[Collected data]
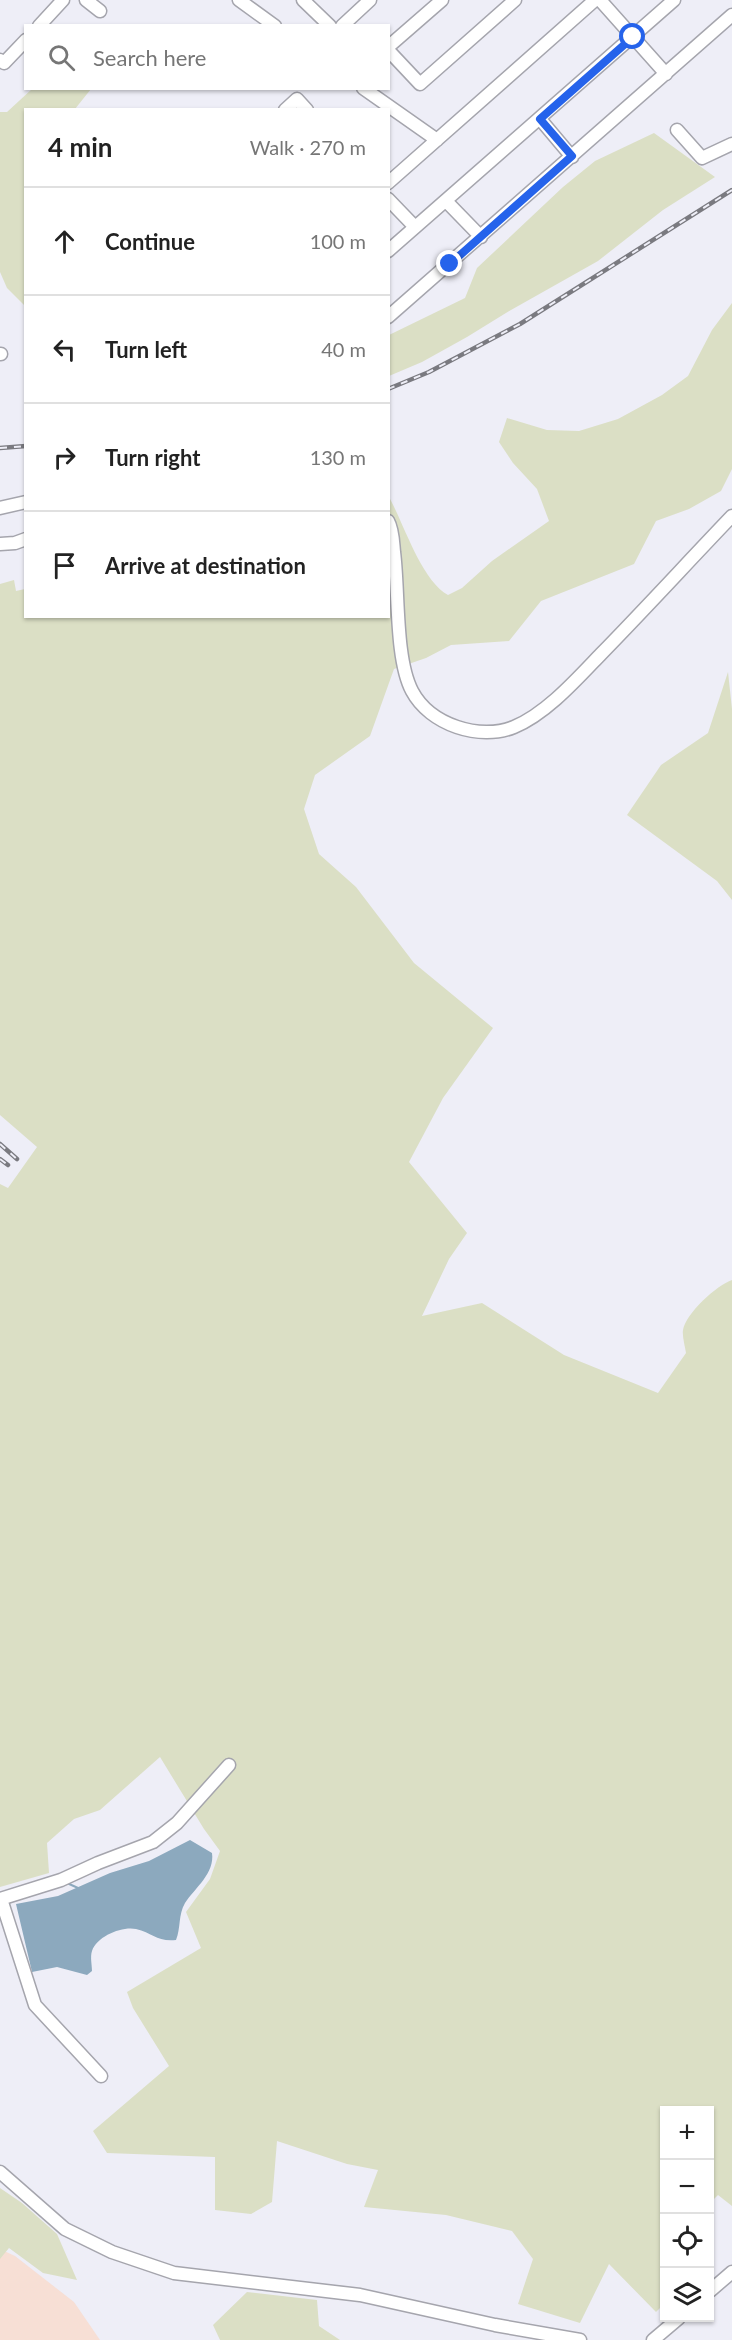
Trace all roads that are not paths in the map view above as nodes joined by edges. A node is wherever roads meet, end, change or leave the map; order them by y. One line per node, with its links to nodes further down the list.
1 (63, 0): 13 (street)
2 (86, 0): 11 (street)
3 (239, 0): 14 (street)
4 (303, 0): 15 (street)
5 (370, 0): 16 (street)
6 (442, 0): 19 (street)
7 (515, 0): 20 (street)
8 (595, 0): 28 (street)
9 (600, 0): 17 (street)
10 (674, 0): 17 (street)
11 (100, 11)
12 (732, 15): 22 (street)
13 (41, 24)
14 (272, 24)
15 (328, 24)
16 (344, 24)
17 (633, 37): 22 (street); 26 (street)
18 (24, 42): 21 (street)
19 (390, 46)
20 (390, 50)
21 (1, 64)
22 (666, 74): 30 (street)
23 (366, 90): 28 (street)
24 (287, 108): 25 (street)
25 (305, 108)
26 (540, 119): 30 (street); 33 (street)
27 (676, 130): 29 (street)
28 (436, 140): 31 (street)
29 (732, 144)
30 (572, 156): 35 (street)
31 (390, 181)
32 (390, 201): 34 (street)
33 (446, 201): 34 (street); 35 (street)
34 (415, 227): 36 (street)
35 (481, 237): 37 (street)
36 (390, 249)
37 (390, 315)
38 (24, 502): 39 (street)
39 (0, 508)
40 (732, 516): 41 (street)
41 (390, 533)
42 (24, 540): 43 (street)
43 (0, 544)
44 (229, 1765): 45 (street)
45 (0, 1899): 46 (street)
46 (101, 2076)
47 (0, 2172): 51 (street)
48 (732, 2272): 49 (street)
49 (714, 2288)
50 (674, 2322): 52 (street)
51 (580, 2340)
52 (653, 2340)

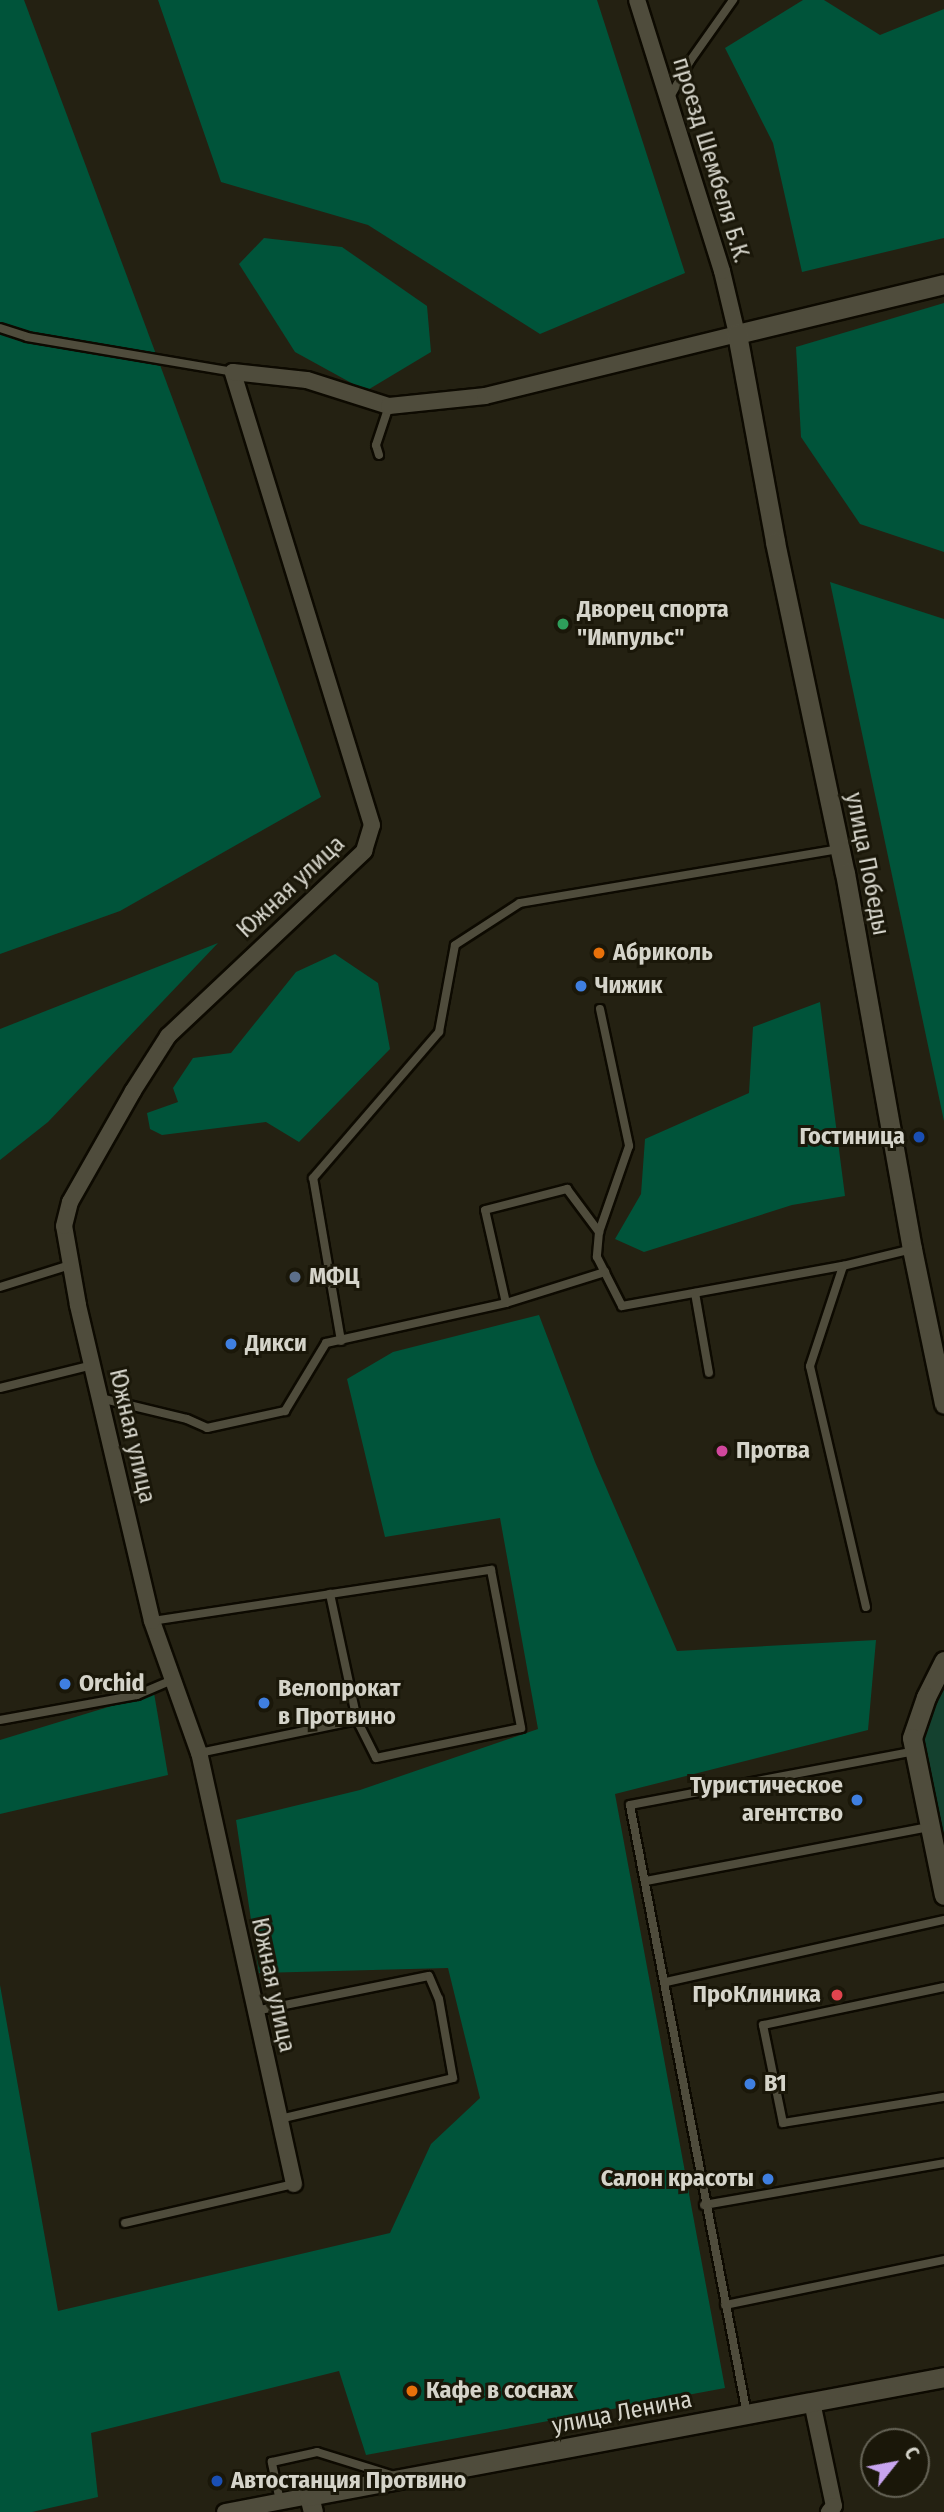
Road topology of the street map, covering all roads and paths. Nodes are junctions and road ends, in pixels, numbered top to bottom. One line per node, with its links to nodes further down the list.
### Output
1 (637, 0): 3 (street, проезд Шембеля Б.К.)
2 (733, 0): 3 (lane)
3 (668, 100): 6 (street, проезд Шембеля Б.К.)
4 (944, 284): 6 (street)
5 (0, 328): 7 (lane)
6 (737, 334): 8 (street); 10 (street, улица Победы)
7 (233, 372): 8 (street); 14 (street, Южная улица)
8 (389, 406): 9 (lane)
9 (379, 455)
10 (840, 849): 13 (street, улица Победы); 20 (lane)
11 (600, 1009): 12 (lane)
12 (599, 1232): 16 (lane); 19 (lane)
13 (912, 1249): 15 (lane); 25 (street, улица Победы)
14 (70, 1265): 17 (lane); 21 (street, Южная улица)
15 (843, 1266): 18 (lane); 27 (lane)
16 (605, 1272): 18 (lane); 19 (lane)
17 (0, 1287)
18 (695, 1293): 22 (lane)
19 (506, 1303): 20 (lane)
20 (341, 1341): 24 (lane)
21 (92, 1365): 23 (lane); 24 (street, Южная улица)
22 (709, 1373)
23 (0, 1388)
24 (100, 1398): 28 (street, Южная улица)
25 (944, 1404)
26 (330, 1594): 28 (lane); 32 (lane); 32 (lane)
27 (866, 1606)
28 (152, 1620): 30 (street, Южная улица)
29 (944, 1661): 33 (street)
30 (172, 1680): 31 (lane); 34 (street, Южная улица)
31 (0, 1720)
32 (357, 1720): 34 (lane)
33 (915, 1751): 35 (street); 36 (lane)
34 (199, 1753): 41 (street, Южная улица)
35 (930, 1827): 36 (lane); 37 (street)
36 (646, 1881): 39 (lane)
37 (944, 1895)
38 (944, 1920): 39 (lane)
39 (666, 1982): 46 (lane)
40 (944, 1987): 42 (lane)
41 (255, 2011): 43 (street, Южная улица); 43 (lane)
42 (944, 2096)
43 (279, 2119): 45 (street, Южная улица)
44 (944, 2162): 46 (lane)
45 (293, 2184): 47 (lane)
46 (705, 2205): 49 (lane)
47 (125, 2223)
48 (944, 2260): 49 (lane)
49 (725, 2305): 52 (lane)
50 (944, 2376): 51 (street, улица Ленина)
51 (812, 2402): 52 (street, улица Ленина); 57 (street)
52 (747, 2414): 53 (street, улица Ленина)
53 (407, 2480): 54 (lane); 55 (street, улица Ленина)
54 (280, 2501): 55 (street); 56 (street)
55 (311, 2504)
56 (225, 2512)
57 (829, 2512)

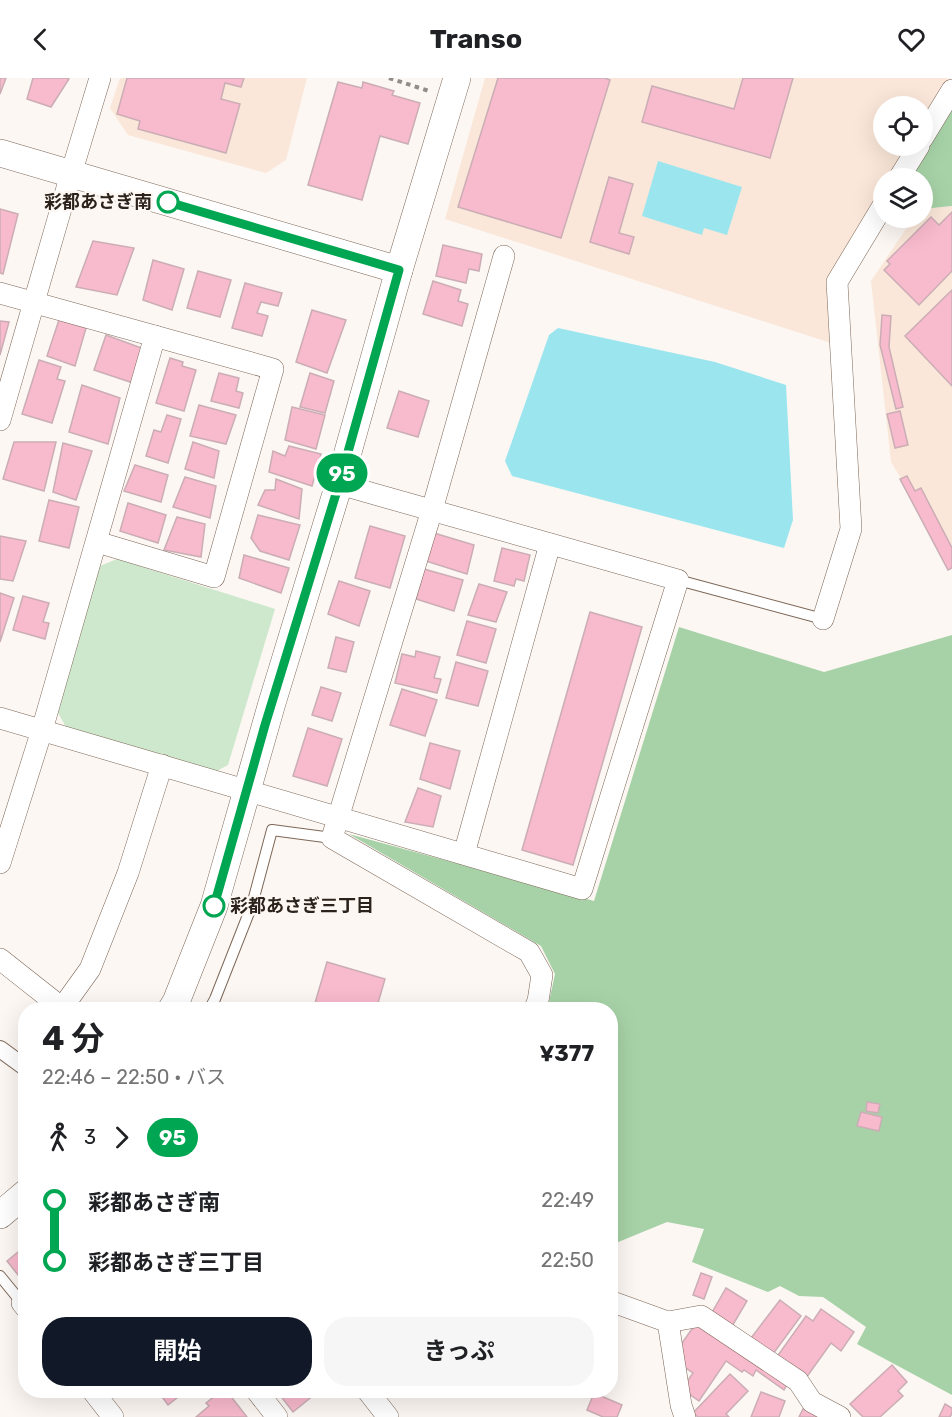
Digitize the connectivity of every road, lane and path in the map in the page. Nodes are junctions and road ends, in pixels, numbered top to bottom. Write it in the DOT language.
graph roads {
  1 [pos="100,78"];
  2 [pos="390,78"];
  3 [pos="457,78"];
  4 [pos="952,90"];
  5 [pos="433,92"];
  6 [pos="933,121"];
  7 [pos="0,153"];
  8 [pos="71,174"];
  9 [pos="873,222"];
  10 [pos="504,256"];
  11 [pos="399,270"];
  12 [pos="0,293"];
  13 [pos="34,302"];
  14 [pos="155,336"];
  15 [pos="0,420"];
  16 [pos="339,484"];
  17 [pos="432,510"];
  18 [pos="97,542"];
  19 [pos="550,544"];
  20 [pos="678,580"];
  21 [pos="823,619"];
  22 [pos="0,718"];
  23 [pos="42,730"];
  24 [pos="162,765"];
  25 [pos="246,790"];
  26 [pos="340,818"];
  27 [pos="333,838"];
  28 [pos="464,854"];
  29 [pos="0,863"];
  30 [pos="0,959"];
  31 [pos="54,1002"];
  32 [pos="66,1002"];
  33 [pos="176,1002"];
  34 [pos="213,1002"];
  35 [pos="538,1002"];
  36 [pos="0,1049"];
  37 [pos="18,1062"];
  38 [pos="18,1200"];
  39 [pos="0,1215"];
  40 [pos="0,1276"];
  41 [pos="18,1298"];
  42 [pos="618,1304"];
  43 [pos="668,1322"];
  44 [pos="98,1398"];
  45 [pos="262,1398"];
  46 [pos="373,1398"];
  47 [pos="113,1417"];
  48 [pos="277,1417"];
  49 [pos="388,1417"];
  50 [pos="686,1417"];
  51 [pos="840,1417"];
  1 -- 8 [label="street"];
  2 -- 5 [label="path"];
  3 -- 11 [label="street"];
  4 -- 6 [label="street"];
  7 -- 8 [label="street"];
  8 -- 11 [label="street"];
  8 -- 13 [label="street"];
  9 -- 21 [label="street"];
  10 -- 17 [label="street"];
  11 -- 16 [label="street"];
  12 -- 13 [label="street"];
  13 -- 14 [label="street"];
  13 -- 15 [label="street"];
  14 -- 18 [label="street"];
  14 -- 18 [label="street"];
  16 -- 17 [label="street"];
  16 -- 25 [label="street"];
  17 -- 19 [label="street"];
  17 -- 26 [label="street"];
  18 -- 23 [label="street"];
  19 -- 20 [label="street"];
  19 -- 28 [label="street"];
  20 -- 21 [label="lane"];
  20 -- 28 [label="street"];
  22 -- 23 [label="street"];
  23 -- 24 [label="street"];
  23 -- 29 [label="street"];
  24 -- 25 [label="street"];
  24 -- 32 [label="street"];
  25 -- 26 [label="street"];
  25 -- 33 [label="street"];
  26 -- 27 [label="street"];
  26 -- 28 [label="street"];
  27 -- 34 [label="lane"];
  27 -- 35 [label="street"];
  30 -- 31 [label="street"];
  36 -- 37 [label="street"];
  38 -- 39 [label="street"];
  40 -- 41 [label="lane"];
  42 -- 43 [label="street"];
  43 -- 50 [label="street"];
  43 -- 51 [label="street"];
  44 -- 47 [label="street"];
  45 -- 48 [label="street"];
  46 -- 49 [label="street"];
}
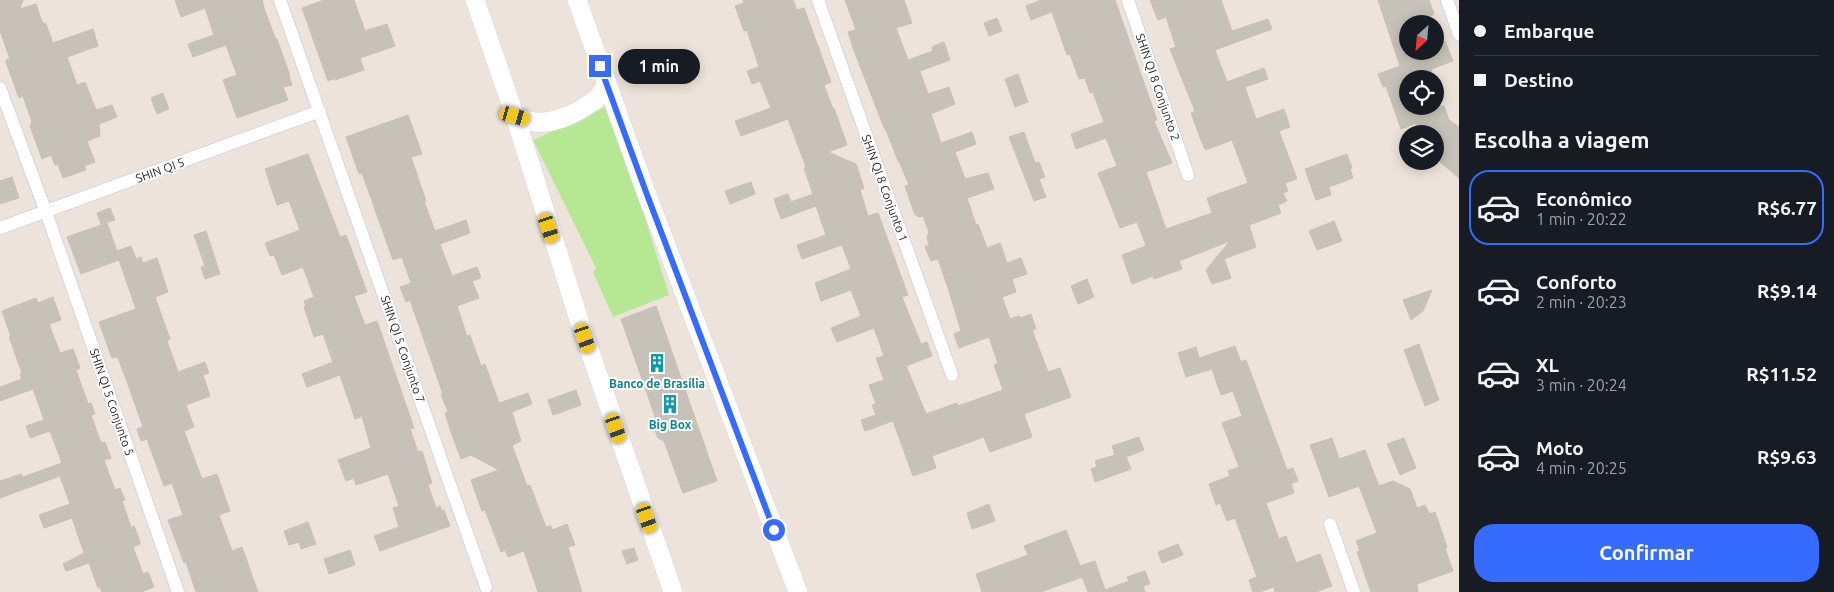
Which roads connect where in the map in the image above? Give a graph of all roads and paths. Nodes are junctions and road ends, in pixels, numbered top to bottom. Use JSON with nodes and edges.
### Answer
{"nodes":[{"id":1,"x":280,"y":0,"type":"edge"},
{"id":2,"x":475,"y":0,"type":"edge"},
{"id":3,"x":577,"y":0,"type":"edge"},
{"id":4,"x":818,"y":0,"type":"edge"},
{"id":5,"x":1128,"y":0,"type":"edge"},
{"id":6,"x":1446,"y":0,"type":"edge"},
{"id":7,"x":1459,"y":34,"type":"edge"},
{"id":8,"x":607,"y":84,"type":"junction"},
{"id":9,"x":0,"y":88,"type":"edge"},
{"id":10,"x":320,"y":111,"type":"junction"},
{"id":11,"x":515,"y":116,"type":"junction"},
{"id":12,"x":1188,"y":175,"type":"dead end"},
{"id":13,"x":46,"y":212,"type":"junction"},
{"id":14,"x":0,"y":228,"type":"edge"},
{"id":15,"x":952,"y":375,"type":"dead end"},
{"id":16,"x":1330,"y":524,"type":"dead end"},
{"id":17,"x":486,"y":587,"type":"dead end"},
{"id":18,"x":178,"y":592,"type":"edge"},
{"id":19,"x":672,"y":592,"type":"edge"},
{"id":20,"x":798,"y":592,"type":"edge"},
{"id":21,"x":1354,"y":592,"type":"edge"}],
"edges":[{"from":1,"to":10,"type":"street","name":"SHIN QI 5 Conjunto 7"},
{"from":2,"to":11,"type":"main road"},
{"from":3,"to":8,"type":"main road"},
{"from":4,"to":15,"type":"street","name":"SHIN QI 8 Conjunto 1"},
{"from":5,"to":12,"type":"street","name":"SHIN QI 8 Conjunto 2"},
{"from":6,"to":7,"type":"street"},
{"from":8,"to":11,"type":"main road"},
{"from":8,"to":20,"type":"main road"},
{"from":9,"to":13,"type":"street","name":"SHIN QI 5 Conjunto 5"},
{"from":10,"to":13,"type":"street","name":"SHIN QI 5"},
{"from":10,"to":17,"type":"street","name":"SHIN QI 5 Conjunto 7"},
{"from":11,"to":19,"type":"main road"},
{"from":13,"to":14,"type":"street","name":"SHIN QI 5"},
{"from":13,"to":18,"type":"street","name":"SHIN QI 5 Conjunto 5"},
{"from":16,"to":21,"type":"street"}]}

Brief ▸
Exactly one number is wanted in reply: the count of lines above that hold the string "Шембеля".

Result for this exercise ▸
2